Stored data entries:

---------------

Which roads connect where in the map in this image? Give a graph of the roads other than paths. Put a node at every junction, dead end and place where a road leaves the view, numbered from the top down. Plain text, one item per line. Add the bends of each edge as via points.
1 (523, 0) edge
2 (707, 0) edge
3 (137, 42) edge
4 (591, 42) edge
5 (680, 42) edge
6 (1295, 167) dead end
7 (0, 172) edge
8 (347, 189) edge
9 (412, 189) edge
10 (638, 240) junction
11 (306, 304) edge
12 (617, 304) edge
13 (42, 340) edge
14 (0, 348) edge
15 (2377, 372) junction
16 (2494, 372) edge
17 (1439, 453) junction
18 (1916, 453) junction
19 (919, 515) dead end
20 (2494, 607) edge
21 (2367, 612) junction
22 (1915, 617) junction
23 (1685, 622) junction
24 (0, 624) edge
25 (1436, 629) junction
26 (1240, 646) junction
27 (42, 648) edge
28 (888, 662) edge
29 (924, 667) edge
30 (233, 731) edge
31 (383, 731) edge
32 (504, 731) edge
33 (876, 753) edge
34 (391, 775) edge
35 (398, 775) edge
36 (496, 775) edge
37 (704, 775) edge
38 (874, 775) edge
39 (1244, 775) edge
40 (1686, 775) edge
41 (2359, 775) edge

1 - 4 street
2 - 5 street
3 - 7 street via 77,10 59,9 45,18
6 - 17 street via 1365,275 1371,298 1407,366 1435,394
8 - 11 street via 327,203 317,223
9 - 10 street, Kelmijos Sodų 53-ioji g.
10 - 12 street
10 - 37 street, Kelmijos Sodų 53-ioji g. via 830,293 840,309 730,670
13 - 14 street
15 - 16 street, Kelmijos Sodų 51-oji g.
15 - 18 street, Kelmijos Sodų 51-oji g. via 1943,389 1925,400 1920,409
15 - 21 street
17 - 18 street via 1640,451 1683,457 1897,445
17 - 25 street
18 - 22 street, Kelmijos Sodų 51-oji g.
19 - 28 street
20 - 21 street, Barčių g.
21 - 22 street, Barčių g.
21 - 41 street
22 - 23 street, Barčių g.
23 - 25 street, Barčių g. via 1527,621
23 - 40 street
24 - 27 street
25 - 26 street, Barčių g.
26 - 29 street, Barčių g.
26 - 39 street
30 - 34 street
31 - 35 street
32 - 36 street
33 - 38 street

---------------

DIRECTIONS:
Every line of the data must appear again in the answer, exactly as written.

SOLUTION:
Which roads connect where in the map in this image? Give a graph of the roads other than paths. Put a node at every junction, dead end and place where a road leaves the view, numbered from the top down. Plain text, one item per line. Add the bends of each edge as via points.
1 (523, 0) edge
2 (707, 0) edge
3 (137, 42) edge
4 (591, 42) edge
5 (680, 42) edge
6 (1295, 167) dead end
7 (0, 172) edge
8 (347, 189) edge
9 (412, 189) edge
10 (638, 240) junction
11 (306, 304) edge
12 (617, 304) edge
13 (42, 340) edge
14 (0, 348) edge
15 (2377, 372) junction
16 (2494, 372) edge
17 (1439, 453) junction
18 (1916, 453) junction
19 (919, 515) dead end
20 (2494, 607) edge
21 (2367, 612) junction
22 (1915, 617) junction
23 (1685, 622) junction
24 (0, 624) edge
25 (1436, 629) junction
26 (1240, 646) junction
27 (42, 648) edge
28 (888, 662) edge
29 (924, 667) edge
30 (233, 731) edge
31 (383, 731) edge
32 (504, 731) edge
33 (876, 753) edge
34 (391, 775) edge
35 (398, 775) edge
36 (496, 775) edge
37 (704, 775) edge
38 (874, 775) edge
39 (1244, 775) edge
40 (1686, 775) edge
41 (2359, 775) edge

1 - 4 street
2 - 5 street
3 - 7 street via 77,10 59,9 45,18
6 - 17 street via 1365,275 1371,298 1407,366 1435,394
8 - 11 street via 327,203 317,223
9 - 10 street, Kelmijos Sodų 53-ioji g.
10 - 12 street
10 - 37 street, Kelmijos Sodų 53-ioji g. via 830,293 840,309 730,670
13 - 14 street
15 - 16 street, Kelmijos Sodų 51-oji g.
15 - 18 street, Kelmijos Sodų 51-oji g. via 1943,389 1925,400 1920,409
15 - 21 street
17 - 18 street via 1640,451 1683,457 1897,445
17 - 25 street
18 - 22 street, Kelmijos Sodų 51-oji g.
19 - 28 street
20 - 21 street, Barčių g.
21 - 22 street, Barčių g.
21 - 41 street
22 - 23 street, Barčių g.
23 - 25 street, Barčių g. via 1527,621
23 - 40 street
24 - 27 street
25 - 26 street, Barčių g.
26 - 29 street, Barčių g.
26 - 39 street
30 - 34 street
31 - 35 street
32 - 36 street
33 - 38 street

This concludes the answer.